Given records
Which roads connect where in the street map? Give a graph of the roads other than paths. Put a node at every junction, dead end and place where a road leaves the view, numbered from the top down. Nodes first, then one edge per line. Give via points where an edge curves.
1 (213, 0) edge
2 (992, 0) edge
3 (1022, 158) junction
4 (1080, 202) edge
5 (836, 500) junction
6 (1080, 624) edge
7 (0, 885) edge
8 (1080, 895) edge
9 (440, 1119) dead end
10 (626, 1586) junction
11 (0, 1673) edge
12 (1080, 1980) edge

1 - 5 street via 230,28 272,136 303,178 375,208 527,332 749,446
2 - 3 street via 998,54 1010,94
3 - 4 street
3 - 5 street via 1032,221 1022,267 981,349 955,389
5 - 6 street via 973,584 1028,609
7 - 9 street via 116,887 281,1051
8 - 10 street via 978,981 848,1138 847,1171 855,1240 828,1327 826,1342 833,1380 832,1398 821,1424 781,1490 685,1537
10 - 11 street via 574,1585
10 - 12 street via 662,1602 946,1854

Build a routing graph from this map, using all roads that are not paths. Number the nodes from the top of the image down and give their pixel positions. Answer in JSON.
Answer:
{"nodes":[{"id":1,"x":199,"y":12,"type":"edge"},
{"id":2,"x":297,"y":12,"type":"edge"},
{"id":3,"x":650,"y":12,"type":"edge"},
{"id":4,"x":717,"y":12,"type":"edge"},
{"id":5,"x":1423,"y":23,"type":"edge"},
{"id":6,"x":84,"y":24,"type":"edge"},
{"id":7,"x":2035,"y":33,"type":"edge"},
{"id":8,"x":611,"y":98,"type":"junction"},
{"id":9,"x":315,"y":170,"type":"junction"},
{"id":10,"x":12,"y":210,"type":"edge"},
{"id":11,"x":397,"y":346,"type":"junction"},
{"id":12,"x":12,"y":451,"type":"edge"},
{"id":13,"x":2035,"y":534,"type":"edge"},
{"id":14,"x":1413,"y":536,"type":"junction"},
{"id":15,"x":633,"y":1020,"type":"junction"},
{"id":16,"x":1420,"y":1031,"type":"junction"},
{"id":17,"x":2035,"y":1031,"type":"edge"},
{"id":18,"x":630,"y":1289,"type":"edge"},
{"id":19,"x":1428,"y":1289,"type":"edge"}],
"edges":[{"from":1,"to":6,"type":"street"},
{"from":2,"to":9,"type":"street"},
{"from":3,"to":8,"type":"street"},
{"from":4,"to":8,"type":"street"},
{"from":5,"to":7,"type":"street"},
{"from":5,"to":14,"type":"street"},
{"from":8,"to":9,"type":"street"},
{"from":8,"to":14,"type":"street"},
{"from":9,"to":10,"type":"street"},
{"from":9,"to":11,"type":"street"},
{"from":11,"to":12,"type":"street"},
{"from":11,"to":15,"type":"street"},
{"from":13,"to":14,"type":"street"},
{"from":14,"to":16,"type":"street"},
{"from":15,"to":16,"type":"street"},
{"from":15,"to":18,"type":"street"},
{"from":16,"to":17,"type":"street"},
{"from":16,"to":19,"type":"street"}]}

What is needed
From the listing above, extract every line exactly as it stands.

Written solution
Which roads connect where in the street map? Give a graph of the roads other than paths. Put a node at every junction, dead end and place where a road leaves the view, numbered from the top down. Nodes first, then one edge per line. Give via points where an edge curves.
1 (213, 0) edge
2 (992, 0) edge
3 (1022, 158) junction
4 (1080, 202) edge
5 (836, 500) junction
6 (1080, 624) edge
7 (0, 885) edge
8 (1080, 895) edge
9 (440, 1119) dead end
10 (626, 1586) junction
11 (0, 1673) edge
12 (1080, 1980) edge

1 - 5 street via 230,28 272,136 303,178 375,208 527,332 749,446
2 - 3 street via 998,54 1010,94
3 - 4 street
3 - 5 street via 1032,221 1022,267 981,349 955,389
5 - 6 street via 973,584 1028,609
7 - 9 street via 116,887 281,1051
8 - 10 street via 978,981 848,1138 847,1171 855,1240 828,1327 826,1342 833,1380 832,1398 821,1424 781,1490 685,1537
10 - 11 street via 574,1585
10 - 12 street via 662,1602 946,1854

Build a routing graph from this map, using all roads that are not paths. Number the nodes from the top of the image down and give their pixel positions. Answer in JSON.
Answer:
{"nodes":[{"id":1,"x":199,"y":12,"type":"edge"},
{"id":2,"x":297,"y":12,"type":"edge"},
{"id":3,"x":650,"y":12,"type":"edge"},
{"id":4,"x":717,"y":12,"type":"edge"},
{"id":5,"x":1423,"y":23,"type":"edge"},
{"id":6,"x":84,"y":24,"type":"edge"},
{"id":7,"x":2035,"y":33,"type":"edge"},
{"id":8,"x":611,"y":98,"type":"junction"},
{"id":9,"x":315,"y":170,"type":"junction"},
{"id":10,"x":12,"y":210,"type":"edge"},
{"id":11,"x":397,"y":346,"type":"junction"},
{"id":12,"x":12,"y":451,"type":"edge"},
{"id":13,"x":2035,"y":534,"type":"edge"},
{"id":14,"x":1413,"y":536,"type":"junction"},
{"id":15,"x":633,"y":1020,"type":"junction"},
{"id":16,"x":1420,"y":1031,"type":"junction"},
{"id":17,"x":2035,"y":1031,"type":"edge"},
{"id":18,"x":630,"y":1289,"type":"edge"},
{"id":19,"x":1428,"y":1289,"type":"edge"}],
"edges":[{"from":1,"to":6,"type":"street"},
{"from":2,"to":9,"type":"street"},
{"from":3,"to":8,"type":"street"},
{"from":4,"to":8,"type":"street"},
{"from":5,"to":7,"type":"street"},
{"from":5,"to":14,"type":"street"},
{"from":8,"to":9,"type":"street"},
{"from":8,"to":14,"type":"street"},
{"from":9,"to":10,"type":"street"},
{"from":9,"to":11,"type":"street"},
{"from":11,"to":12,"type":"street"},
{"from":11,"to":15,"type":"street"},
{"from":13,"to":14,"type":"street"},
{"from":14,"to":16,"type":"street"},
{"from":15,"to":16,"type":"street"},
{"from":15,"to":18,"type":"street"},
{"from":16,"to":17,"type":"street"},
{"from":16,"to":19,"type":"street"}]}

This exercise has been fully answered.